Светлореченский владыка, с рыжеватой бородой и светлыми волосами, начавшими серебриться на висках, выглядел моложе своих шестидесяти лет. Широкая грудь и могучие плечи в сочетании с бычьей шеей придавали ему лихой, богатырский вид, но живот уже утратил свою былую поджарость и начал заплывать жирком, чуть свешиваясь поверх широкого кожаного пояса. Впрочем, полнеющая талия пока ещё не мешала князю быть хорошим наездником, охотником и воином, и только сильный хмель мог сразить его наповал. Жертвой именно этого противника он сейчас и лежал перед Лесиярой. Княгиня налила в кубок талой снеговой воды из кувшина, плеснув туда отвара яснень-травы, который помимо своих целебных свойств обладал способностью протрезвлять.
«На, зять мой Искрен, испей, — усмехнулась она, протягивая кубок князю. — Обратное зелье есть, и имя ему — яснень-трава. Даже название у неё говорящее: голову ясной делает».
«О... про эту траву-то я и забыл, — крякнул Искрен, с благодарностью принимая из рук Лесияры питьё. Осушив кубок до дна, он уронил голову на подушку и зарычал от лекарственной горечи. — А-а, забористая ж гадость! Бррр!»
Через некоторое время он перестал стонать, его взгляд прояснился, и он смог сесть и спустить ноги с ложа. Всё ещё немного бледный, он, тем не менее, заметно ожил; встряхнув волосами и подвигав бровями, он взглянул на Лесияру уже намного более осмысленно и трезво.
«Знатная травля получилась, десять матёрых волчищ завалили! И медведицу», — похвалился он.
«Я видела, — проронила Лесияра. — Негоже зверя ради забавы травить. А недавно родившую медведицу — так и вовсе грех».

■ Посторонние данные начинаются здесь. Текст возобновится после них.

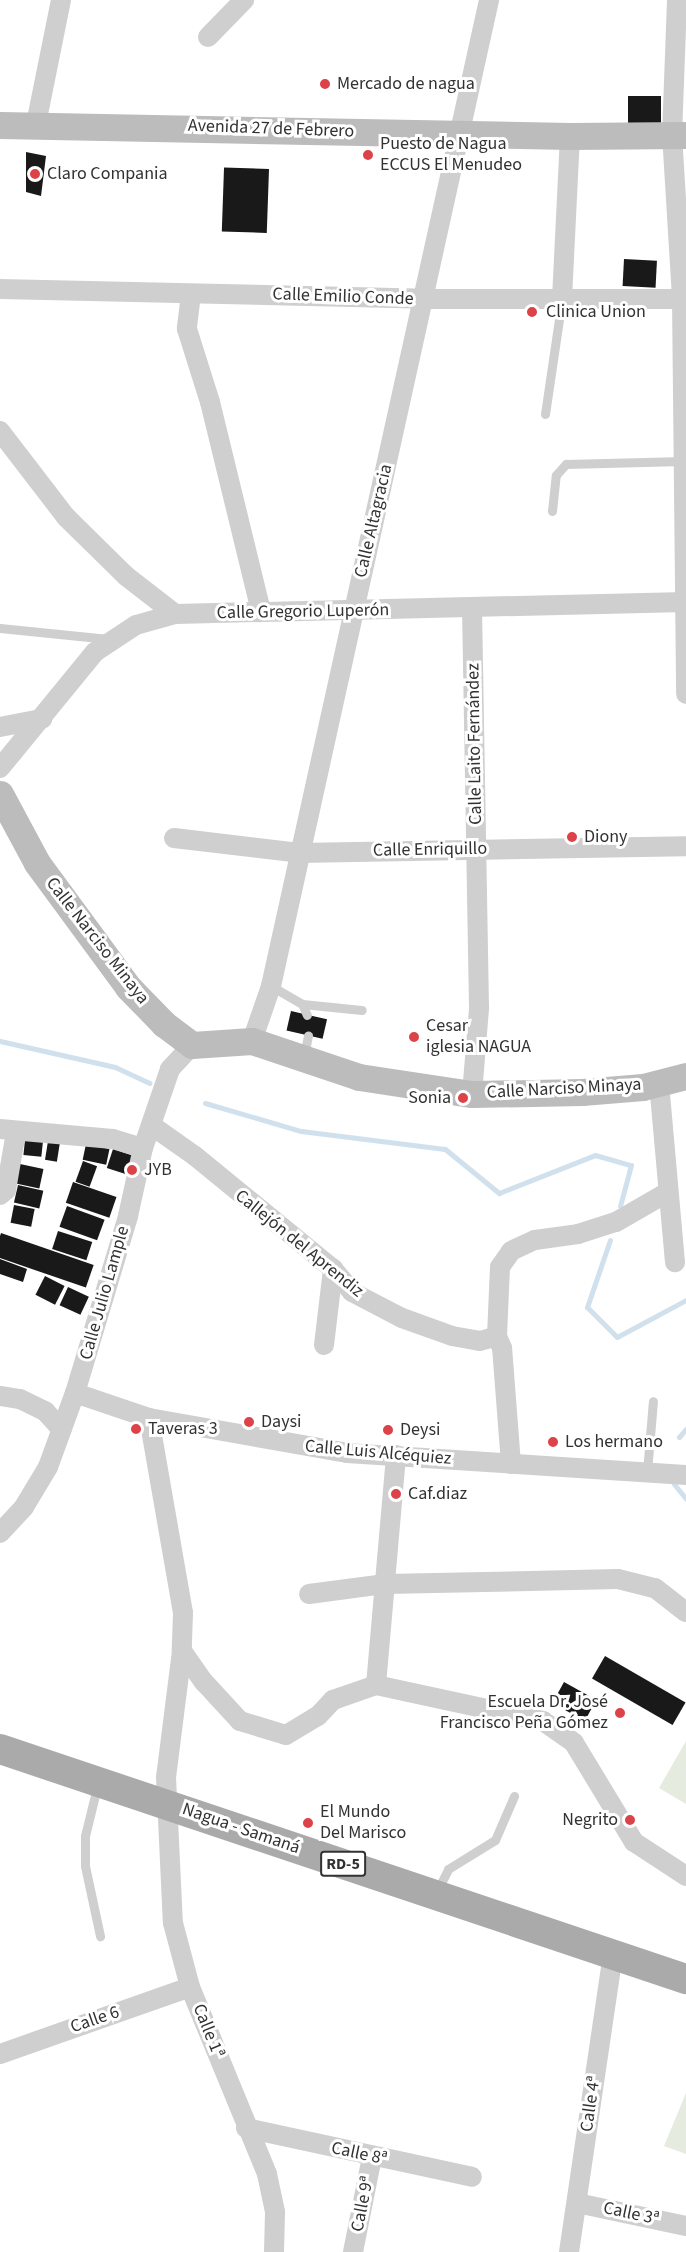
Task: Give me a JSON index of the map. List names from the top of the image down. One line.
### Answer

Искрен поморщился, взял у стремянного миску с капустой и отправил в рот ещё одну щепоть. Крошки льда захрустели у него на зубах.
«Как будто ты сама не охотишься», — буркнул он с полным ртом.
«Мне больше рыбалка по сердцу, — сказала Лесияра. И, желая поскорее перейти к делу, спросила: — Ну, как ты чувствуешь себя? Готов меня выслушать?»